*** Records shown ***

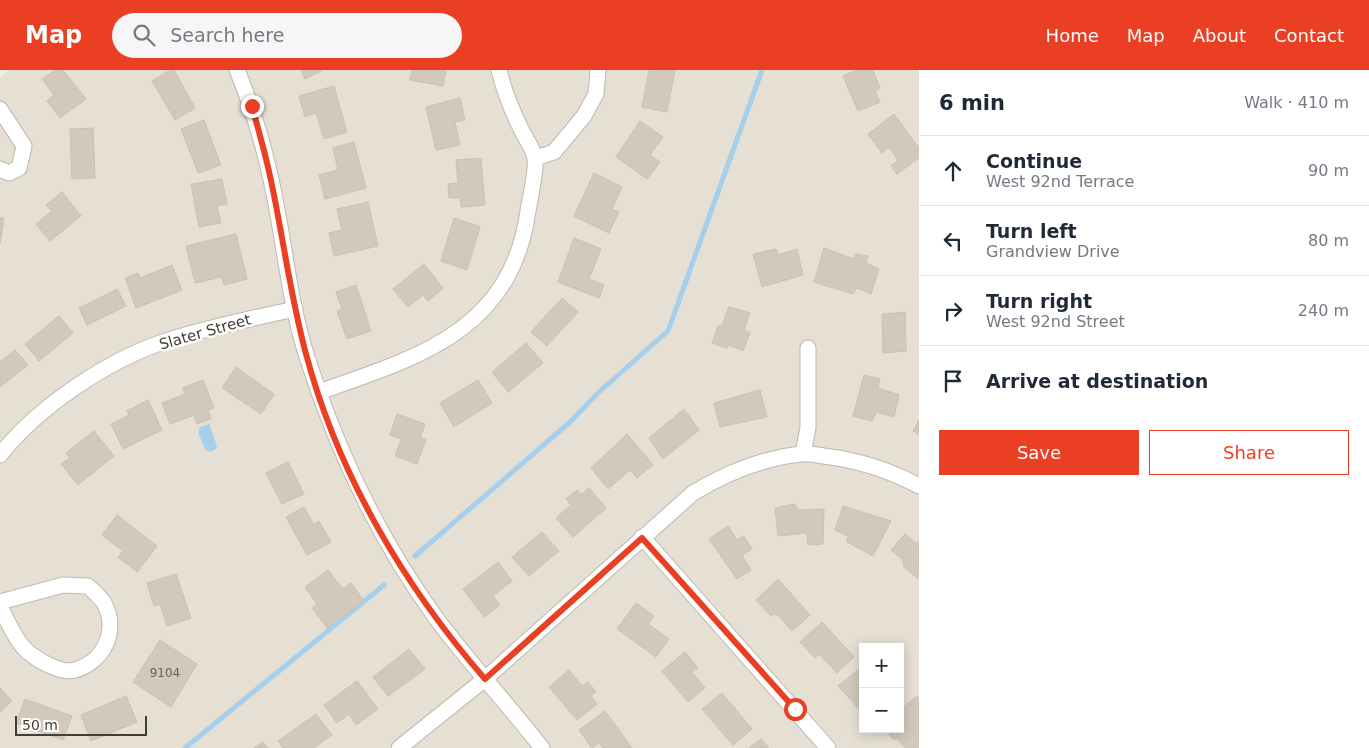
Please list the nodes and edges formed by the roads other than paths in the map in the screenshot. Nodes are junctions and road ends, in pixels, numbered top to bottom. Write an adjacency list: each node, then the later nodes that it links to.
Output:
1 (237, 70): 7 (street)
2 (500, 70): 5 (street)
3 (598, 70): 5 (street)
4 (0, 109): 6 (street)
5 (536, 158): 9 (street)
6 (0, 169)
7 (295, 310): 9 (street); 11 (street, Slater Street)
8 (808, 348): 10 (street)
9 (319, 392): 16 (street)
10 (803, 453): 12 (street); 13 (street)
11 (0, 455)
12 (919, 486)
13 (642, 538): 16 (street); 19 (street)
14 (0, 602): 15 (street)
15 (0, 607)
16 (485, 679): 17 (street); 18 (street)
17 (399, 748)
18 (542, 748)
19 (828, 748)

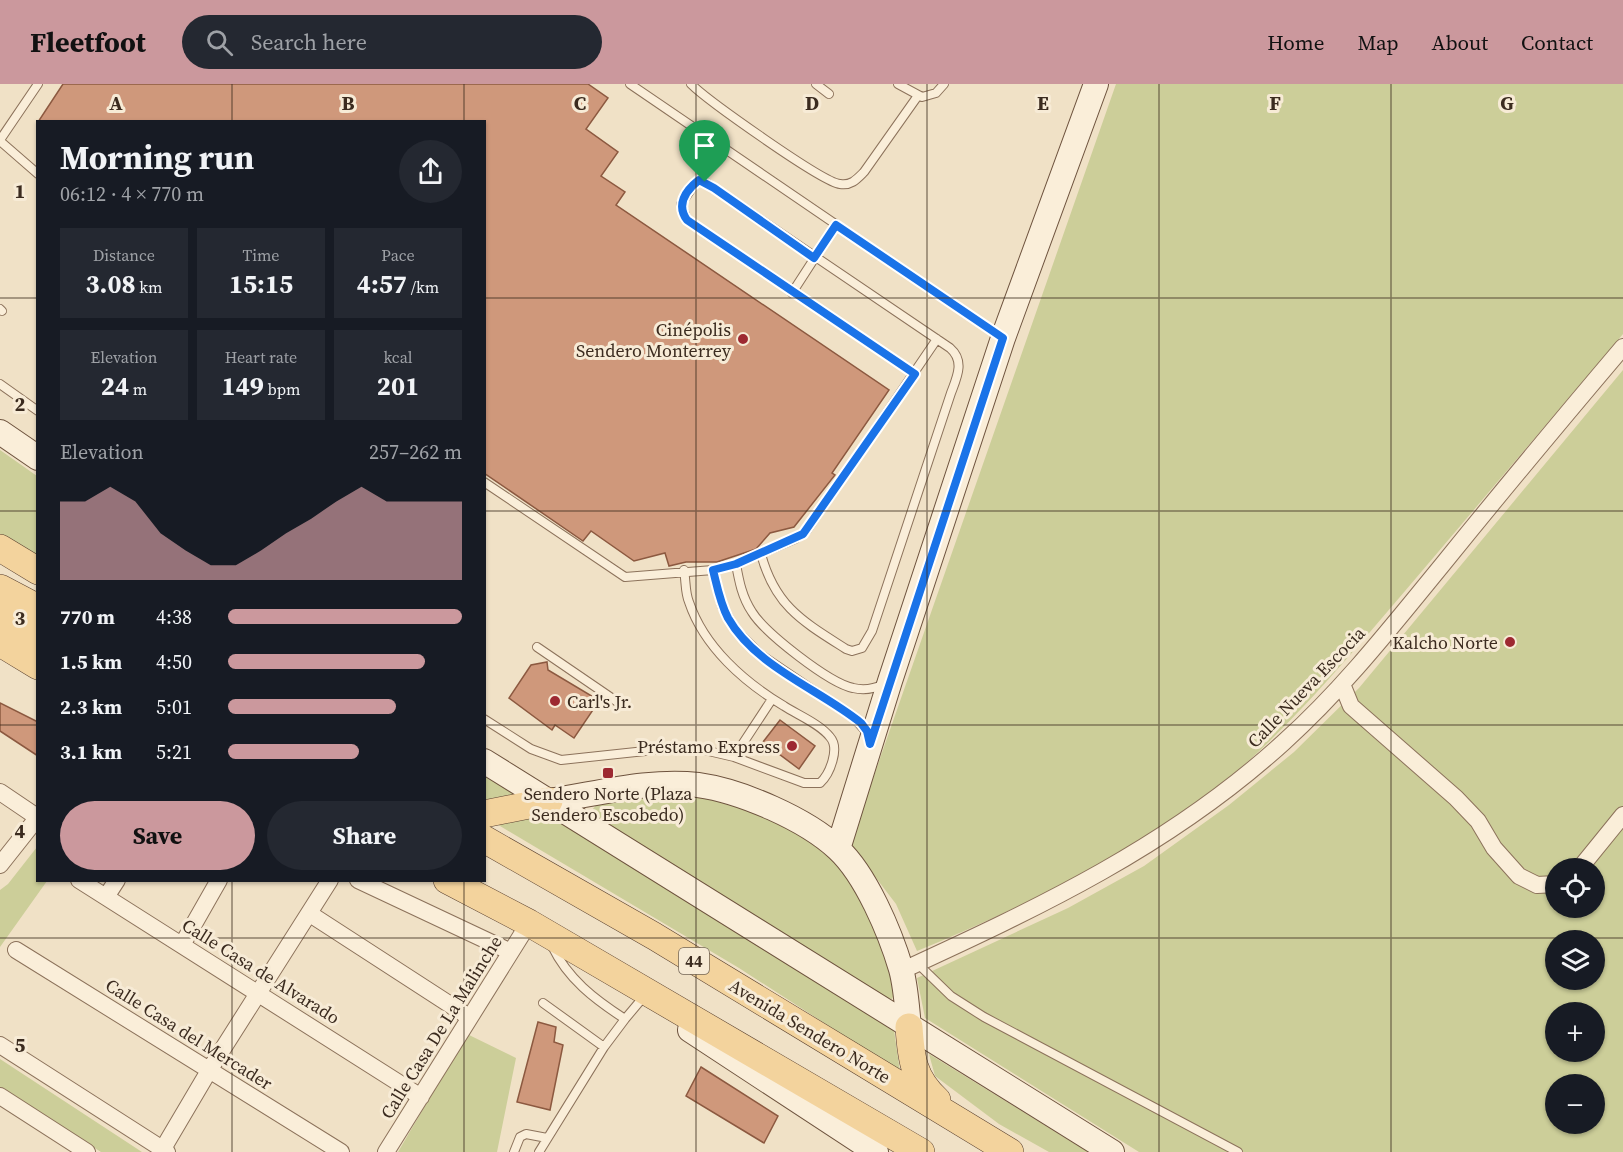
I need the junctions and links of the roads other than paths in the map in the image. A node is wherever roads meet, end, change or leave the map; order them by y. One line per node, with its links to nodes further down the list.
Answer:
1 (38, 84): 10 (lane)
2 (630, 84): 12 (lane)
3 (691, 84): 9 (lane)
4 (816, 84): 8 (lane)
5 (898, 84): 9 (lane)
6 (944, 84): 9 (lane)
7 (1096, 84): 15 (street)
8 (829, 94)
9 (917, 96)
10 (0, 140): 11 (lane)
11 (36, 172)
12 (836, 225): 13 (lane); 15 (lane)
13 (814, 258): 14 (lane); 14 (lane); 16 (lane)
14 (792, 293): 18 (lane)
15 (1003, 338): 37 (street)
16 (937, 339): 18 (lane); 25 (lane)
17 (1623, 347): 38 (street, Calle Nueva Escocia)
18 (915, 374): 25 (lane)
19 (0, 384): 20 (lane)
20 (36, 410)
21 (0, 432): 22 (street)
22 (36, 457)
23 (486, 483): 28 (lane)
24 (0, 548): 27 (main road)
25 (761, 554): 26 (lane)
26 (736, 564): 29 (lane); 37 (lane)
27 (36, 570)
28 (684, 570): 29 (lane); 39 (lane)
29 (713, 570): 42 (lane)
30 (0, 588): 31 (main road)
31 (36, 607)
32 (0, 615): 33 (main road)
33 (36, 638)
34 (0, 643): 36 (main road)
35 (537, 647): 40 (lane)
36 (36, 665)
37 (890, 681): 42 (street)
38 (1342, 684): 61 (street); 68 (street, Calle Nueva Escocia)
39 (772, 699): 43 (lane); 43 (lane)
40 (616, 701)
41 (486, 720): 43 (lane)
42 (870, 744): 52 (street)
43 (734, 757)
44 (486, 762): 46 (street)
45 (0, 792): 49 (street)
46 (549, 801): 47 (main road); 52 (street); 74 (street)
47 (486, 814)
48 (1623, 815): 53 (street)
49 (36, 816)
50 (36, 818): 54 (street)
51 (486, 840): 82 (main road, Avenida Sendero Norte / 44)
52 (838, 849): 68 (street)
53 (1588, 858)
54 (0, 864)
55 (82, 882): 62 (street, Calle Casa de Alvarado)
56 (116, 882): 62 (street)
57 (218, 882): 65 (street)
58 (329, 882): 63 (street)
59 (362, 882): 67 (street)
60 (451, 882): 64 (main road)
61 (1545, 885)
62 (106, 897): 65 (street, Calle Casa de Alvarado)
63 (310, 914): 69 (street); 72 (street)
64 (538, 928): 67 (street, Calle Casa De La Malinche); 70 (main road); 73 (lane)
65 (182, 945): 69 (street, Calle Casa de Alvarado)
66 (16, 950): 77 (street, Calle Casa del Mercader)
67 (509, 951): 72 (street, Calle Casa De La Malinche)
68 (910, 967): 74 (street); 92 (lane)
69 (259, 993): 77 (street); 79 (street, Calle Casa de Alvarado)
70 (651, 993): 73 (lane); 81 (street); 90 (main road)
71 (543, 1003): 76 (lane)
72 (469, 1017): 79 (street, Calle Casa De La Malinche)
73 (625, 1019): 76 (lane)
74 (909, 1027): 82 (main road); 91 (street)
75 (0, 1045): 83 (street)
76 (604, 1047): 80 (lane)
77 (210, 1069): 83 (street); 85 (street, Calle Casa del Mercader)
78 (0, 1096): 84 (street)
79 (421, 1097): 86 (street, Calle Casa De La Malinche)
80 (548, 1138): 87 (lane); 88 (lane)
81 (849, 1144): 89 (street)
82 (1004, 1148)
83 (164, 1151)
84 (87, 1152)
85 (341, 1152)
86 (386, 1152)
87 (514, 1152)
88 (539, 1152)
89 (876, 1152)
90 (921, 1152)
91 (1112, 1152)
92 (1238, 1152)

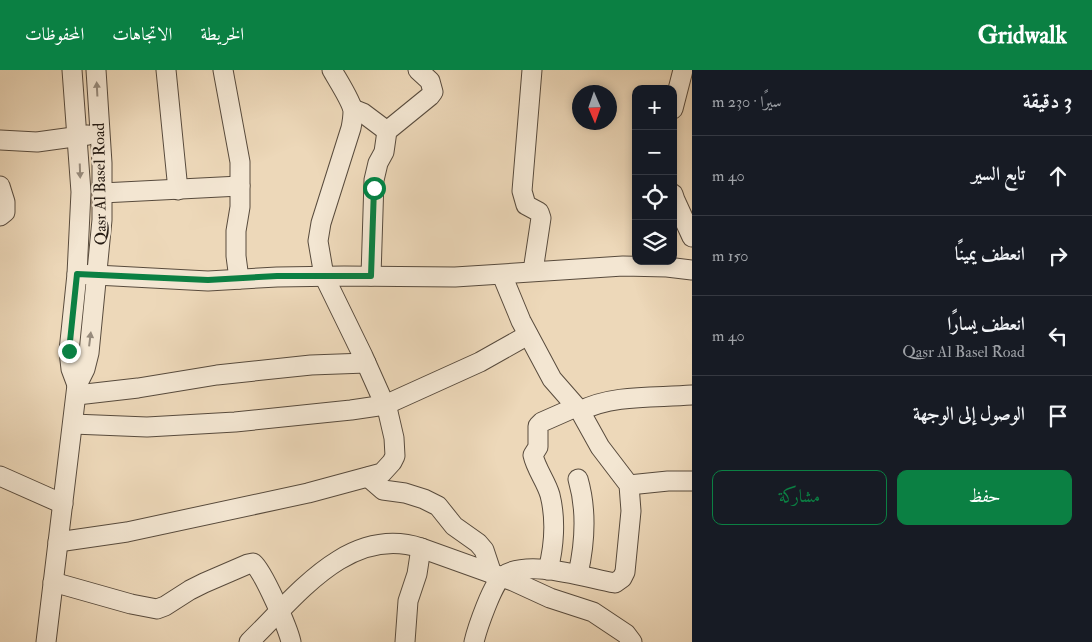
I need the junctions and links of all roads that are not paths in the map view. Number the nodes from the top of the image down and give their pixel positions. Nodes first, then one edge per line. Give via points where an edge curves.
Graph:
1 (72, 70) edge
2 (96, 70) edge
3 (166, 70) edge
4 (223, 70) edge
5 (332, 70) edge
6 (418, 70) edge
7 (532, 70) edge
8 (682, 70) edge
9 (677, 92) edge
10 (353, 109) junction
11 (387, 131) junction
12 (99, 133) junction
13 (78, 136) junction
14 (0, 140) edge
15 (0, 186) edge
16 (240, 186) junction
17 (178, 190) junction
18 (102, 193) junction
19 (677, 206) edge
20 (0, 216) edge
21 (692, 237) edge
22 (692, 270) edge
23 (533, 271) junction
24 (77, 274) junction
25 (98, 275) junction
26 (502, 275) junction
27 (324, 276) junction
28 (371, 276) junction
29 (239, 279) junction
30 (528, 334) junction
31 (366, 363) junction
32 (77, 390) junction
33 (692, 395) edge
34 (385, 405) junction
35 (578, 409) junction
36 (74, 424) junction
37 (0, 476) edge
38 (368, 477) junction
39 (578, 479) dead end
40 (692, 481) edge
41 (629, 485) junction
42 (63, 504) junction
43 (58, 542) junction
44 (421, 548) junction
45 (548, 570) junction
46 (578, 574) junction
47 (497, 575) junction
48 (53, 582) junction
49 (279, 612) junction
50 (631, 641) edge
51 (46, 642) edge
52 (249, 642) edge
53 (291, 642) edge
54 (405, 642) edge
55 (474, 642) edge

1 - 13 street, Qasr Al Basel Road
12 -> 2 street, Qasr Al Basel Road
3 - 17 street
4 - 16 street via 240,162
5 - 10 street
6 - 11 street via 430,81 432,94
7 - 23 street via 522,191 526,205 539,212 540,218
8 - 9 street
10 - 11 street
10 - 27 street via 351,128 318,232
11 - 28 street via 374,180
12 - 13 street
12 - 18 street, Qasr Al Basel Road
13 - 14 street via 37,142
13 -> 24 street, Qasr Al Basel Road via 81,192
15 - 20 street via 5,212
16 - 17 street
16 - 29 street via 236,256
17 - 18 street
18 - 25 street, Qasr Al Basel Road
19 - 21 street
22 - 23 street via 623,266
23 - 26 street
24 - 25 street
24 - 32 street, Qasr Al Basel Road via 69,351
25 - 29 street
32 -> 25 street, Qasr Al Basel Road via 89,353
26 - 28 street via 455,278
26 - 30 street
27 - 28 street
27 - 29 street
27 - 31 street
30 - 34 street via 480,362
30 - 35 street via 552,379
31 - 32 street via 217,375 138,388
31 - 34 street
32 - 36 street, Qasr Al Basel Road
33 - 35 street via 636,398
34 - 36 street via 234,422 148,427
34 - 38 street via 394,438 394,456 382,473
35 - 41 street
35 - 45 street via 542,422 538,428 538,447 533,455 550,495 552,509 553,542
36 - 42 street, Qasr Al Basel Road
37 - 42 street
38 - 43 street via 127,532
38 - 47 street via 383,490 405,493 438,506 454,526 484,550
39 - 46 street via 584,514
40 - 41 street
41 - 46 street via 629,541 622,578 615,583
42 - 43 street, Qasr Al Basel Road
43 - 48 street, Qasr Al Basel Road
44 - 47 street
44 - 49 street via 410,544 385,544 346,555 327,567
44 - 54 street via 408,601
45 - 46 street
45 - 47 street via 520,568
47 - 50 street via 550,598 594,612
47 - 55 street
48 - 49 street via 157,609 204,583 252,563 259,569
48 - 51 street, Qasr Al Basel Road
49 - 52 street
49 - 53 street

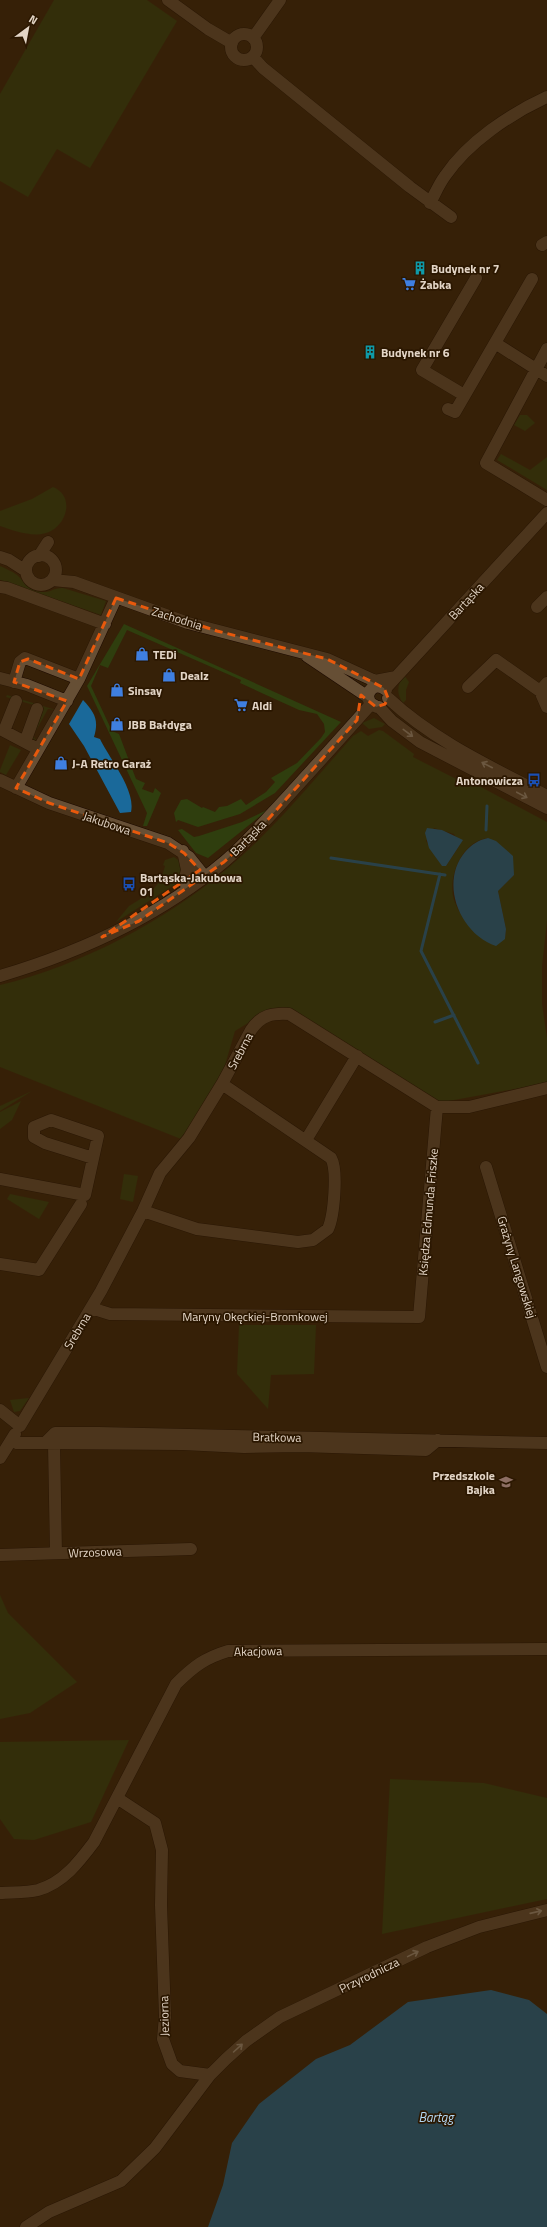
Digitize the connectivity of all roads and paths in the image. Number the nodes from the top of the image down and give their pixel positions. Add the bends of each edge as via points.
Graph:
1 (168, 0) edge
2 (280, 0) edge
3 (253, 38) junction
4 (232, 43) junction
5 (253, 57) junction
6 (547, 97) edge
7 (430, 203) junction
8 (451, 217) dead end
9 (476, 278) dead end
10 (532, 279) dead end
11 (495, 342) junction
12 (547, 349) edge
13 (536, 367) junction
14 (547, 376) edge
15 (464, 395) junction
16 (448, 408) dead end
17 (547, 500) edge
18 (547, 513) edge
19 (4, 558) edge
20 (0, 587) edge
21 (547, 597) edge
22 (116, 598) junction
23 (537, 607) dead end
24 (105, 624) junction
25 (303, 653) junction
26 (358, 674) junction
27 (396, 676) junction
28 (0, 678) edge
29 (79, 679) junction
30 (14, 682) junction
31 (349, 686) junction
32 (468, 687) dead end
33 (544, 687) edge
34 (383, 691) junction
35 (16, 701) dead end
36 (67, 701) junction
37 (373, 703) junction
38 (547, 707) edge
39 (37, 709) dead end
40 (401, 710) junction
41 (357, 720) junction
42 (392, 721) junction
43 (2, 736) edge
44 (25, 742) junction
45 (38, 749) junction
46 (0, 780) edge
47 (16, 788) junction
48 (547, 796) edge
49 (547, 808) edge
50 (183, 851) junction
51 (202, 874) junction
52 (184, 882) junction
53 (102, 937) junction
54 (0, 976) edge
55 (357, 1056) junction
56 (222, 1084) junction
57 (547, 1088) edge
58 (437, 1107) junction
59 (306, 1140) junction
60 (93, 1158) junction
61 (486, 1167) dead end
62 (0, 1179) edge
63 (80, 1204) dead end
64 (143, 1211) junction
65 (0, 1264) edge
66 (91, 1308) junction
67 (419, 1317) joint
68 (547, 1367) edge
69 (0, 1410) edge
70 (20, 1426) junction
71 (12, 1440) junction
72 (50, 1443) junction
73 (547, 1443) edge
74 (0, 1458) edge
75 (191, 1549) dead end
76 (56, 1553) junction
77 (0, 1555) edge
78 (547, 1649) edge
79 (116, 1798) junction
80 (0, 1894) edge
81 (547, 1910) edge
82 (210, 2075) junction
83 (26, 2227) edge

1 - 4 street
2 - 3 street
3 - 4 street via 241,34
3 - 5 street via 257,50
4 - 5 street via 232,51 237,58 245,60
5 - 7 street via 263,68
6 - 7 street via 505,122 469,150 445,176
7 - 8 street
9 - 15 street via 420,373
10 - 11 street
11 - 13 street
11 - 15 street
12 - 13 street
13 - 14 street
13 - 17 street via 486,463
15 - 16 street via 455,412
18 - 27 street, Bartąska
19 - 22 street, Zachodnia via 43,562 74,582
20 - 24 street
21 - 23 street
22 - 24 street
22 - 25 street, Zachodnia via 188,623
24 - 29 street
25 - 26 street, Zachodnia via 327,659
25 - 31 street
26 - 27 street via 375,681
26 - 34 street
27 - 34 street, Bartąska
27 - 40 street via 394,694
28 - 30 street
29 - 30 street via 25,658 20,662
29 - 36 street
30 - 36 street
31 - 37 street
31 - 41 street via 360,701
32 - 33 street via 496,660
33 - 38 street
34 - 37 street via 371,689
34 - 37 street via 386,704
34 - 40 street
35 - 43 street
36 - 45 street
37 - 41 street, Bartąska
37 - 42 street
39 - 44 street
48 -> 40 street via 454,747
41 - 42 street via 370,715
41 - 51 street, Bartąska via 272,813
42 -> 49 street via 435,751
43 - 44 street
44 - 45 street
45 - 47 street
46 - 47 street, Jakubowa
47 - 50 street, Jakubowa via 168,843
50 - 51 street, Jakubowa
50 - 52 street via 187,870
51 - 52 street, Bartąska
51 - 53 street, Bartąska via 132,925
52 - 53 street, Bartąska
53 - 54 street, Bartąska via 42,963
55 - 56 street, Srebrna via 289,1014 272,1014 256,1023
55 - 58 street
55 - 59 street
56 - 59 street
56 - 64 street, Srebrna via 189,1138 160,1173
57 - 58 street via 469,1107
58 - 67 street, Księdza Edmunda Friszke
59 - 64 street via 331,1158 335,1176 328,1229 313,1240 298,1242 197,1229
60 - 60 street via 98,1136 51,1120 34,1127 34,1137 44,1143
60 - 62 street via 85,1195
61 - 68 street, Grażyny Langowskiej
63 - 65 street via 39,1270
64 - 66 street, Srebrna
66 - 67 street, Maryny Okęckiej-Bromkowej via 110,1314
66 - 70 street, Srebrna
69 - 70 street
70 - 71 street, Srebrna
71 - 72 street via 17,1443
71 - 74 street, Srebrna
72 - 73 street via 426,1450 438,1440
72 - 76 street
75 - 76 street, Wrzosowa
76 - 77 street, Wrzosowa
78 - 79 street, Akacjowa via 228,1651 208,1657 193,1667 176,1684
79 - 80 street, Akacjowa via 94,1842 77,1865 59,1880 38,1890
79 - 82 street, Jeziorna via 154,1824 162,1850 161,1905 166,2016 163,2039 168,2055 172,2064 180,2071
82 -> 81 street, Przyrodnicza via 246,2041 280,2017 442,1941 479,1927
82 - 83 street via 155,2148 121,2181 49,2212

*** End of Records shown ***

## [How to complete this task]
Give again, please, precisely the lines that begin the records and run through the line with "I need the junctions and links of the" in it, keeping both end lines and dropping any pictures.

## [Problem solution]
Please list the nodes and edges formed by the roads other than paths in the map in the screenshot. Nodes are junctions and road ends, in pixels, numbered top to bottom. Write an adjacency list: each node, then the later nodes that it links to.
Output:
1 (237, 70): 7 (street)
2 (500, 70): 5 (street)
3 (598, 70): 5 (street)
4 (0, 109): 6 (street)
5 (536, 158): 9 (street)
6 (0, 169)
7 (295, 310): 9 (street); 11 (street, Slater Street)
8 (808, 348): 10 (street)
9 (319, 392): 16 (street)
10 (803, 453): 12 (street); 13 (street)
11 (0, 455)
12 (919, 486)
13 (642, 538): 16 (street); 19 (street)
14 (0, 602): 15 (street)
15 (0, 607)
16 (485, 679): 17 (street); 18 (street)
17 (399, 748)
18 (542, 748)
19 (828, 748)

I need the junctions and links of the roads other than paths in the map in the image. A node is wherever roads meet, end, change or leave the map; order them by y. One line per node, with its links to nodes further down the list.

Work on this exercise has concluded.